*** Block opens ***

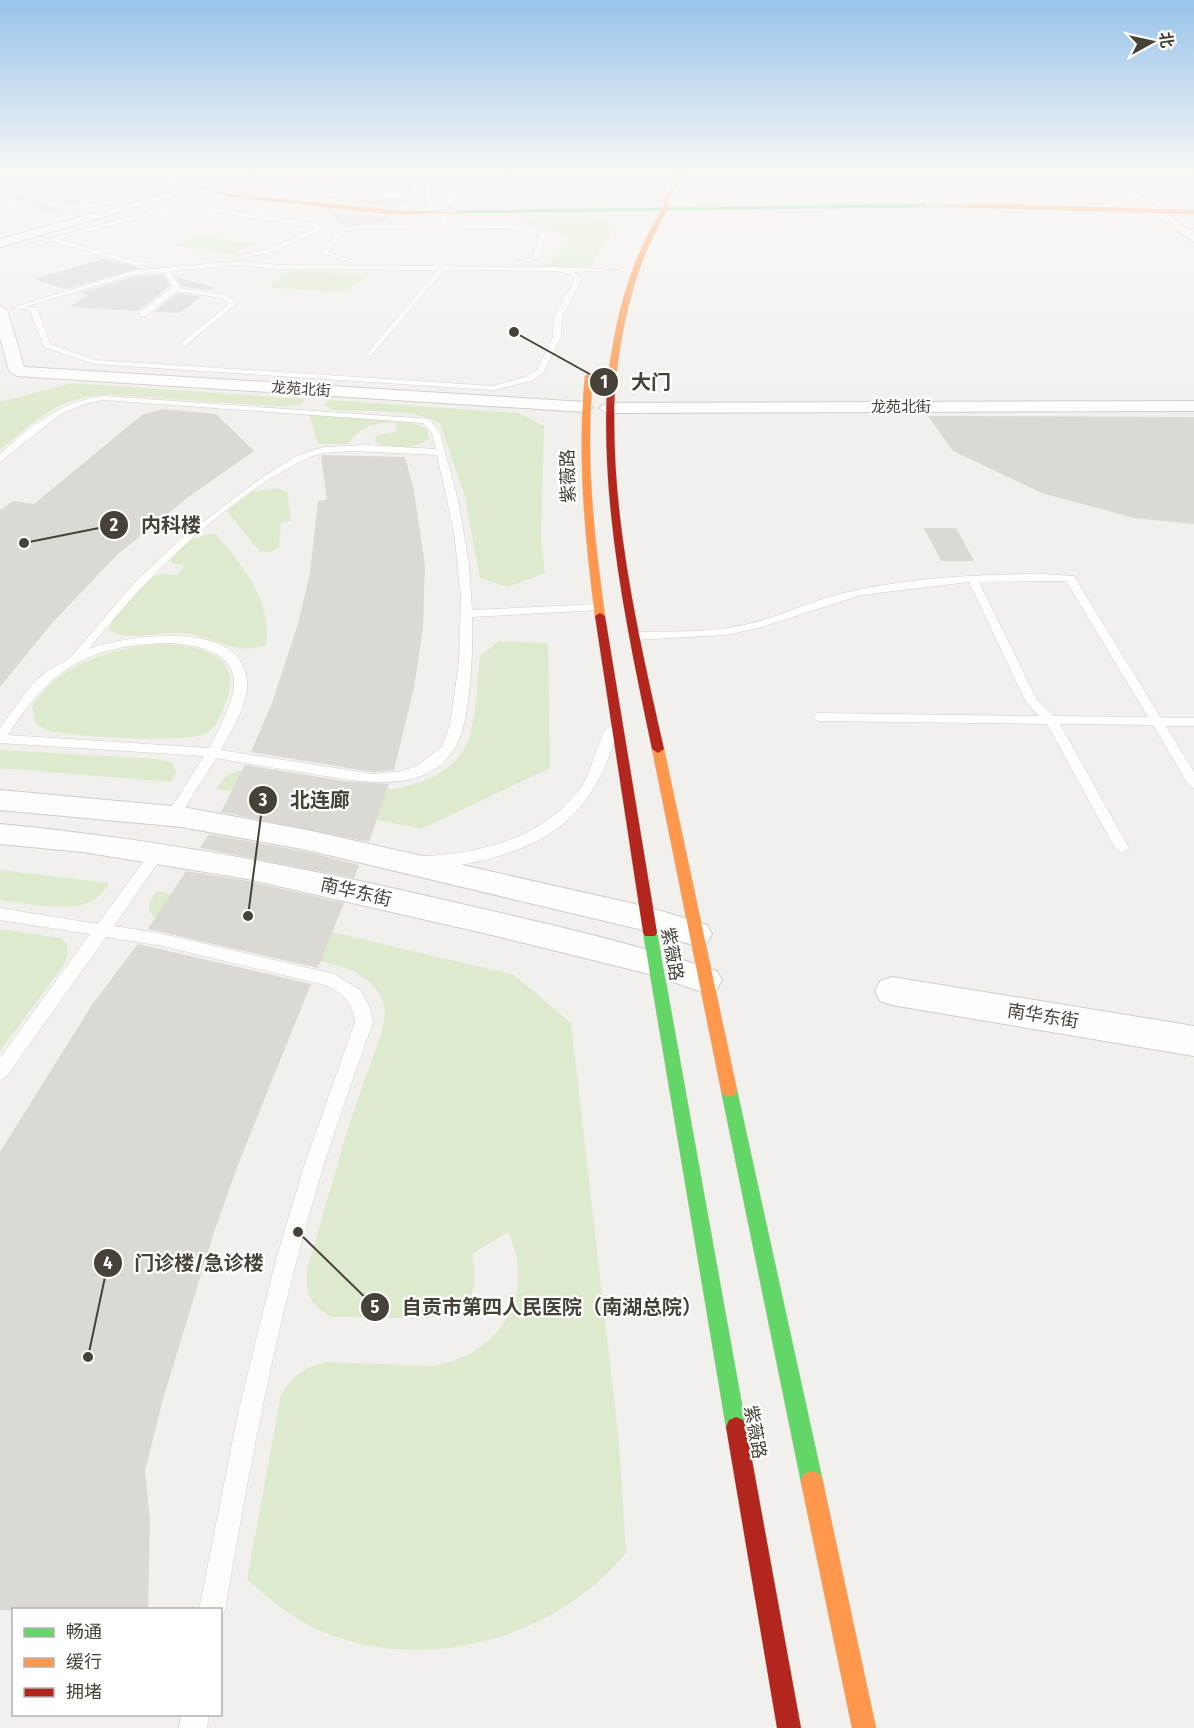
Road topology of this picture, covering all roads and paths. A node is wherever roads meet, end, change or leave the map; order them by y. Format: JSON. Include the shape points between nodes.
{"nodes":[{"id":1,"x":101,"y":254,"type":"edge"},
{"id":2,"x":262,"y":254,"type":"edge"},
{"id":3,"x":326,"y":254,"type":"edge"},
{"id":4,"x":537,"y":254,"type":"edge"},
{"id":5,"x":628,"y":254,"type":"edge"},
{"id":6,"x":641,"y":254,"type":"edge"},
{"id":7,"x":620,"y":265,"type":"joint"},
{"id":8,"x":443,"y":268,"type":"junction"},
{"id":9,"x":554,"y":269,"type":"junction"},
{"id":10,"x":166,"y":270,"type":"junction"},
{"id":11,"x":176,"y":288,"type":"junction"},
{"id":12,"x":198,"y":294,"type":"junction"},
{"id":13,"x":160,"y":302,"type":"junction"},
{"id":14,"x":5,"y":310,"type":"edge"},
{"id":15,"x":143,"y":314,"type":"dead end"},
{"id":16,"x":184,"y":345,"type":"dead end"},
{"id":17,"x":370,"y":355,"type":"dead end"},
{"id":18,"x":591,"y":362,"type":"dead end"},
{"id":19,"x":17,"y":371,"type":"junction"},
{"id":20,"x":0,"y":384,"type":"edge"},
{"id":21,"x":317,"y":401,"type":"junction"},
{"id":22,"x":1194,"y":406,"type":"edge"},
{"id":23,"x":585,"y":407,"type":"junction"},
{"id":24,"x":607,"y":408,"type":"junction"},
{"id":25,"x":442,"y":452,"type":"junction"},
{"id":26,"x":0,"y":459,"type":"edge"},
{"id":27,"x":972,"y":578,"type":"junction"},
{"id":28,"x":599,"y":607,"type":"junction"},
{"id":29,"x":467,"y":614,"type":"junction"},
{"id":30,"x":634,"y":636,"type":"junction"},
{"id":31,"x":74,"y":661,"type":"junction"},
{"id":32,"x":615,"y":716,"type":"junction"},
{"id":33,"x":818,"y":717,"type":"dead end"},
{"id":34,"x":1051,"y":720,"type":"junction"},
{"id":35,"x":1194,"y":722,"type":"edge"},
{"id":36,"x":0,"y":739,"type":"edge"},
{"id":37,"x":214,"y":753,"type":"junction"},
{"id":38,"x":1194,"y":783,"type":"edge"},
{"id":39,"x":0,"y":800,"type":"edge"},
{"id":40,"x":173,"y":816,"type":"junction"},
{"id":41,"x":0,"y":834,"type":"edge"},
{"id":42,"x":1122,"y":848,"type":"dead end"},
{"id":43,"x":159,"y":851,"type":"junction"},
{"id":44,"x":396,"y":861,"type":"junction"},
{"id":45,"x":0,"y":914,"type":"edge"},
{"id":46,"x":648,"y":919,"type":"junction"},
{"id":47,"x":103,"y":929,"type":"junction"},
{"id":48,"x":696,"y":934,"type":"junction"},
{"id":49,"x":655,"y":963,"type":"junction"},
{"id":50,"x":705,"y":980,"type":"junction"},
{"id":51,"x":892,"y":991,"type":"dead end"},
{"id":52,"x":1194,"y":1041,"type":"edge"},
{"id":53,"x":0,"y":1072,"type":"edge"},
{"id":54,"x":212,"y":1608,"type":"edge"},
{"id":55,"x":789,"y":1728,"type":"edge"},
{"id":56,"x":864,"y":1728,"type":"edge"}],
"edges":[{"from":1,"to":2,"type":"lane","via":[[149,264]]},
{"from":3,"to":4,"type":"lane","via":[[353,262],[521,263],[536,258]]},
{"from":5,"to":7,"type":"main road","name":"紫薇路"},
{"from":6,"to":24,"type":"main road","name":"紫薇路","via":[[613,352]]},
{"from":7,"to":9,"type":"lane"},
{"from":8,"to":9,"type":"lane"},
{"from":8,"to":10,"type":"lane","via":[[279,267],[245,263]]},
{"from":8,"to":17,"type":"lane"},
{"from":9,"to":14,"type":"lane","via":[[573,273],[579,279],[558,317],[556,341],[537,375],[499,387],[94,362],[47,345],[33,308]]},
{"from":10,"to":11,"type":"lane"},
{"from":10,"to":14,"type":"lane","via":[[120,275]]},
{"from":11,"to":12,"type":"lane"},
{"from":11,"to":13,"type":"lane"},
{"from":12,"to":13,"type":"lane"},
{"from":12,"to":16,"type":"lane","via":[[225,296],[234,305]]},
{"from":13,"to":15,"type":"lane"},
{"from":14,"to":19,"type":"street"},
{"from":18,"to":23,"type":"main road","name":"紫薇路"},
{"from":19,"to":20,"type":"street"},
{"from":19,"to":21,"type":"street","name":"龙苑北街"},
{"from":21,"to":23,"type":"street","name":"龙苑北街"},
{"from":21,"to":25,"type":"lane","via":[[426,421],[434,428]]},
{"from":21,"to":26,"type":"lane","via":[[84,400],[59,409]]},
{"from":22,"to":24,"type":"street","name":"龙苑北街"},
{"from":23,"to":28,"type":"main road","name":"紫薇路","via":[[586,512]]},
{"from":24,"to":30,"type":"main road","name":"紫薇路","via":[[613,511]]},
{"from":25,"to":29,"type":"lane","via":[[461,525]]},
{"from":25,"to":31,"type":"lane","via":[[333,449],[298,459],[221,510],[178,546],[119,604]]},
{"from":27,"to":30,"type":"lane","via":[[860,593],[726,631]]},
{"from":27,"to":34,"type":"lane","via":[[1032,702]]},
{"from":27,"to":38,"type":"lane","via":[[1070,578]]},
{"from":28,"to":29,"type":"lane"},
{"from":28,"to":32,"type":"main road","name":"紫薇路"},
{"from":29,"to":37,"type":"lane","via":[[456,729],[449,748],[431,764],[401,776],[373,779]]},
{"from":30,"to":48,"type":"main road","name":"紫薇路"},
{"from":31,"to":36,"type":"lane","via":[[35,688]]},
{"from":31,"to":37,"type":"lane","via":[[117,644],[161,639],[196,641],[220,650],[237,665],[242,685]]},
{"from":32,"to":44,"type":"lane","via":[[588,789],[539,835],[482,856]]},
{"from":32,"to":46,"type":"main road","name":"紫薇路"},
{"from":33,"to":34,"type":"lane"},
{"from":34,"to":35,"type":"lane"},
{"from":34,"to":42,"type":"lane"},
{"from":36,"to":37,"type":"lane"},
{"from":37,"to":40,"type":"lane"},
{"from":39,"to":40,"type":"street"},
{"from":40,"to":44,"type":"street"},
{"from":41,"to":43,"type":"street","name":"南华东街"},
{"from":43,"to":47,"type":"lane"},
{"from":43,"to":49,"type":"street","name":"南华东街","via":[[287,875]]},
{"from":44,"to":46,"type":"street"},
{"from":45,"to":47,"type":"lane"},
{"from":46,"to":48,"type":"street"},
{"from":46,"to":49,"type":"main road","name":"紫薇路"},
{"from":47,"to":53,"type":"lane"},
{"from":47,"to":54,"type":"lane","via":[[174,942],[328,980],[346,986],[363,1008],[364,1022],[318,1152],[275,1301]]},
{"from":48,"to":50,"type":"main road","name":"紫薇路"},
{"from":49,"to":50,"type":"street","name":"南华东街"},
{"from":49,"to":55,"type":"main road","name":"紫薇路"},
{"from":50,"to":56,"type":"main road","name":"紫薇路"},
{"from":51,"to":52,"type":"street","name":"南华东街"}]}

*** Block closes ***

*TASK STATEMENT*: Provide the count of lines in the data above that include the word "nodes", with no added text.

*ANSWER BOX*: 2